The salaried class paid 545 billion rupees during the year 2024-25 against 367 billion rupees during the financial year 2023-24, indicating that salaried segments paid 178 billion rupees from more than July 2024 to June 2025.

It is relevant to mention here that the very publicized Tajir Dost (TDS) program, which was launched for retailers during the last financial year, has not attracted retailers despite major complaints, but now the FBR plans to tighten its node flowing against those who would prefer to remain out of the tax net.

The FBR has recovered income through article 236g income tax and 11 p.m. of retailers during the last financial year.

Under article 236g, the FBR imposed a 2% tax on the gross amount of sales of distributors, dealers and wholesalers other than the sale of fertilizers.

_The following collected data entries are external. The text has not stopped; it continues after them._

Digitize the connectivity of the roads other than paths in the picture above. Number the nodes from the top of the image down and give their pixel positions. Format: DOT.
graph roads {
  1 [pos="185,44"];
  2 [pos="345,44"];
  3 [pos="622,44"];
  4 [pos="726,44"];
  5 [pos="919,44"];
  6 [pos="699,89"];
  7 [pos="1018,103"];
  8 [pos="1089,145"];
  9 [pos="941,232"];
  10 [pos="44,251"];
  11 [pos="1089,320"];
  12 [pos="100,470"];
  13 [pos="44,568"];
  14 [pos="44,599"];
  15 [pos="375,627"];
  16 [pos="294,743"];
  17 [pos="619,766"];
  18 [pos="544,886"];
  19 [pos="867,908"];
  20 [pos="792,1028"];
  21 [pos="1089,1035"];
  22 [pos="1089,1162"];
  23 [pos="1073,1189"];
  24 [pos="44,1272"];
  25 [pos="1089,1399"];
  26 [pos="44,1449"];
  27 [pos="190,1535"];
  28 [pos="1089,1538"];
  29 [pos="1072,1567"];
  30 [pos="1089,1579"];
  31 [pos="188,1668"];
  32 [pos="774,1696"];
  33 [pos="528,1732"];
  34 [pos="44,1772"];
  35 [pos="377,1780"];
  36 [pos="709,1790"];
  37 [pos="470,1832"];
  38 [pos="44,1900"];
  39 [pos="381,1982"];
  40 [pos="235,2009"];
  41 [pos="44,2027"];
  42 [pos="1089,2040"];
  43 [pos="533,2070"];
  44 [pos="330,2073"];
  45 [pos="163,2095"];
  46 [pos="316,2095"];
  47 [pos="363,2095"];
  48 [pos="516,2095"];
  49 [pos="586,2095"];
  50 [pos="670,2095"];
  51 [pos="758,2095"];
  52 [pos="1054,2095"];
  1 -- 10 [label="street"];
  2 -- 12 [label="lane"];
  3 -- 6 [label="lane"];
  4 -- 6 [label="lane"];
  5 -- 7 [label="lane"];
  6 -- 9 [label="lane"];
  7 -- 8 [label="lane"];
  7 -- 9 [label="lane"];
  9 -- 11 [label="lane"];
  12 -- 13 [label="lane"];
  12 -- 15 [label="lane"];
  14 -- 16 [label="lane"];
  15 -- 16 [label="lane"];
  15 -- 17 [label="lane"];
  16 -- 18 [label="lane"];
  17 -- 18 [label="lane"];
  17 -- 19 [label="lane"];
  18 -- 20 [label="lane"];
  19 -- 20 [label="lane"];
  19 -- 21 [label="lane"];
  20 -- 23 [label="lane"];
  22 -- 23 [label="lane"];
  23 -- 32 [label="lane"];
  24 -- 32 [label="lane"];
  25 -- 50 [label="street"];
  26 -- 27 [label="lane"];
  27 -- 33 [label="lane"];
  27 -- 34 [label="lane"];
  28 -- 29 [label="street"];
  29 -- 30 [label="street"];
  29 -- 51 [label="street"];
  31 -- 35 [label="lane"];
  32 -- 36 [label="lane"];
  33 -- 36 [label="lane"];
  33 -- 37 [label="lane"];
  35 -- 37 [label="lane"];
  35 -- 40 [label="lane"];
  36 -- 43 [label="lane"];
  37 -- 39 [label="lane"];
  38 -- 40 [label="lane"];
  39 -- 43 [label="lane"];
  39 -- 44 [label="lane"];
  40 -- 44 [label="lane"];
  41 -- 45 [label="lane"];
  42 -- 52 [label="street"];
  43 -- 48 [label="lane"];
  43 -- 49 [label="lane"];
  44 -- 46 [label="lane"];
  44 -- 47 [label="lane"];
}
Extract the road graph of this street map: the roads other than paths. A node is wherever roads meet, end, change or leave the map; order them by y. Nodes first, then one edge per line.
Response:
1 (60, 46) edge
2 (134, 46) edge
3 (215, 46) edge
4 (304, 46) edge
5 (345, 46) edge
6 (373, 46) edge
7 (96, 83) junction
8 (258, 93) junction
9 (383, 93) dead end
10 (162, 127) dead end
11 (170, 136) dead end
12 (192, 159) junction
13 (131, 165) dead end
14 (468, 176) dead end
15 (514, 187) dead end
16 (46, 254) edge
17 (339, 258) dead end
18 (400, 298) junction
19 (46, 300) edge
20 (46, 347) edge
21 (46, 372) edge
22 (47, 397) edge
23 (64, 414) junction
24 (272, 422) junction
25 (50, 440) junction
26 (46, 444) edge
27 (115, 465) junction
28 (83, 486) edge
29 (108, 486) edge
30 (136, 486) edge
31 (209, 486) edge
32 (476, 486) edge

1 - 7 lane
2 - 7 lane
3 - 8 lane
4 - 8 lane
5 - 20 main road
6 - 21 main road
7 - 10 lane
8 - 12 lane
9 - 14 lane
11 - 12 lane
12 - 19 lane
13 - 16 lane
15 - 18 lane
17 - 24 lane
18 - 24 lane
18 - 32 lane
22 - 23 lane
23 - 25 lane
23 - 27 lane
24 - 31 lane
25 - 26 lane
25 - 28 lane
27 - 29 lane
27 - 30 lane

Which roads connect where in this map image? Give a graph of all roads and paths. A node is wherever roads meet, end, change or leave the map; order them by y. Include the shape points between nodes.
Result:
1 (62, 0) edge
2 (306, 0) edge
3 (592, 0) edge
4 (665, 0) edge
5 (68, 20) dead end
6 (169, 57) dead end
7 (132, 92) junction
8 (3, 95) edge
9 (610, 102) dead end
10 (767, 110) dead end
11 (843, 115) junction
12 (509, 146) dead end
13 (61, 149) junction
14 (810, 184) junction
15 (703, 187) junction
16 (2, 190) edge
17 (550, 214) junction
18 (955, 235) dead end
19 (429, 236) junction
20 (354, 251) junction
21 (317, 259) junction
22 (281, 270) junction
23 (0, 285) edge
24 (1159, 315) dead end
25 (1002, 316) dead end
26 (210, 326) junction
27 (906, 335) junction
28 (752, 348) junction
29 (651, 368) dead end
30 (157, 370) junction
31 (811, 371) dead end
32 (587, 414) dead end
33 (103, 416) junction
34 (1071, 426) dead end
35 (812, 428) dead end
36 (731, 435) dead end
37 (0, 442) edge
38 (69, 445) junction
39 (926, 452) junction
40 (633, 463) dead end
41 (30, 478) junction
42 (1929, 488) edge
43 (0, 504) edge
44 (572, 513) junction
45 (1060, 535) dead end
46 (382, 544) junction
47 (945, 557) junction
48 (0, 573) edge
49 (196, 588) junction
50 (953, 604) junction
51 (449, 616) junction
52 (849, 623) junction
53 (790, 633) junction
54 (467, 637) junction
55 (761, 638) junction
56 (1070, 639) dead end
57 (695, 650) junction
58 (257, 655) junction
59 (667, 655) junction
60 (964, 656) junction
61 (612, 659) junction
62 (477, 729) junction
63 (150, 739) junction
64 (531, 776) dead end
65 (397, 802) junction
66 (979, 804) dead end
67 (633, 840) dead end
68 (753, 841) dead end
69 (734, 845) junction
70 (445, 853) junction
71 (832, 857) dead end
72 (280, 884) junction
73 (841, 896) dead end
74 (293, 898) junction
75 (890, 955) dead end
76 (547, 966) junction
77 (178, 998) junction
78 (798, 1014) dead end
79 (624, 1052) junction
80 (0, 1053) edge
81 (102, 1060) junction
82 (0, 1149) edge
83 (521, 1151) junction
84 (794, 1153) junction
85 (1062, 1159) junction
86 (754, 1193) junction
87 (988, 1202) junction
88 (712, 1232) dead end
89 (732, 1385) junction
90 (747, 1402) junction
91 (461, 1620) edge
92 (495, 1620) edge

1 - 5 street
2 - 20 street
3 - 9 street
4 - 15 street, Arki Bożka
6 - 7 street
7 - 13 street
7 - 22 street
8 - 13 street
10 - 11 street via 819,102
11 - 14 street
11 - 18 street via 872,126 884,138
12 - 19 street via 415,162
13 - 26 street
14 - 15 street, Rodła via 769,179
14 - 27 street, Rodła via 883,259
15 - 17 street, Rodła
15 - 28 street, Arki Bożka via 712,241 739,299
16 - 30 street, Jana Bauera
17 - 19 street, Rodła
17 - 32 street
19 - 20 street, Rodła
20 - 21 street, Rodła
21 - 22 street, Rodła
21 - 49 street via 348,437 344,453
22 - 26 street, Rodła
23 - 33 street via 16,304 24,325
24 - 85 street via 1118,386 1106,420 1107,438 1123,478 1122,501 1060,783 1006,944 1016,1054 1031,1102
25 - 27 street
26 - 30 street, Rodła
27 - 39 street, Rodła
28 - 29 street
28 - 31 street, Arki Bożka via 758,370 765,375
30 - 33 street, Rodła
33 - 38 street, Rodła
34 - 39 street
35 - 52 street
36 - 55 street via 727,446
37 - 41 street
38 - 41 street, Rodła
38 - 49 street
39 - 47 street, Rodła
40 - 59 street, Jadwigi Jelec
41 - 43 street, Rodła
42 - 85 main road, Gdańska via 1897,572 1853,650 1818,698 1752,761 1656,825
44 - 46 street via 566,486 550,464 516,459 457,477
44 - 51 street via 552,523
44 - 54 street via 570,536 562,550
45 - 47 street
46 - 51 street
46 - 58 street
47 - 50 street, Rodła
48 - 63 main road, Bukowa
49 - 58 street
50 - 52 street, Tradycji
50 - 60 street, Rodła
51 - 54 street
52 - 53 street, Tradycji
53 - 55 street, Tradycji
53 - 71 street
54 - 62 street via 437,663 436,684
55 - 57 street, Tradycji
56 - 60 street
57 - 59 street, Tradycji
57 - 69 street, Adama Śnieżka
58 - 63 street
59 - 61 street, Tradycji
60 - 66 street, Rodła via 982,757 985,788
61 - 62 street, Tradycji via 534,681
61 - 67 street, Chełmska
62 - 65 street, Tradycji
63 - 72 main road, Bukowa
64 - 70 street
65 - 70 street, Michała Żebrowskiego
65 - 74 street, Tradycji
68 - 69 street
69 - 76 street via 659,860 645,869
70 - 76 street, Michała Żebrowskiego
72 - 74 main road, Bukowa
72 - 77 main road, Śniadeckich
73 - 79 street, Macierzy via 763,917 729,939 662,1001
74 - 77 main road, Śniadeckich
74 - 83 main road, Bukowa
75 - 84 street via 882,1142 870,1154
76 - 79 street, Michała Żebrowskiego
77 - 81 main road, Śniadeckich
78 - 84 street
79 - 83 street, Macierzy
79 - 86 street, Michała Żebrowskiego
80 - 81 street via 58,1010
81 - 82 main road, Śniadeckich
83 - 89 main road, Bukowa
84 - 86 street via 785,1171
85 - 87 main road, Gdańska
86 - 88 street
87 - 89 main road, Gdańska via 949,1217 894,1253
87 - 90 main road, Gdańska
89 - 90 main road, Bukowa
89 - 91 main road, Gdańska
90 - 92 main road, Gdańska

Under article 236 hours, on the gross amount of retail sales, the tax rate of 2.5% would be billed to those who prefer to remain outside the tax net. These two stages in the form of 236 g and 11 p.m. forced the non-sequences to enter the tax net instead of paying tax on their gross sale amount.

This scribe contacted the spokesperson for the FBR and the tax policy of Dr. Najeeb Memon and inquired about the contribution of the salaried class. He said that keeping the realities of the soil in view, the FBR softened the tax rates for the first two slabs.

He said that the tax rate for the first RS0.6 million to RS1.2 million RS0.6 million slab was reduced from 5 to 1%. For the second slab, the tax rate increased from 15 to 11% for income in a range of more than 1.2 million rupees to 2.2 million rupees on an annual basis. It was of the opinion that the salaried class was to obtain a relief of 50 billion rupees during the year 2025-2026 in progress.

With regard to another question on retailers, he said that law implementation measures would give results, because it would not be possible for potential tax dodgers to stay outside the tax net if they were interested in keeping amounts in bank deposits, purchase of goods or purchase of new cars.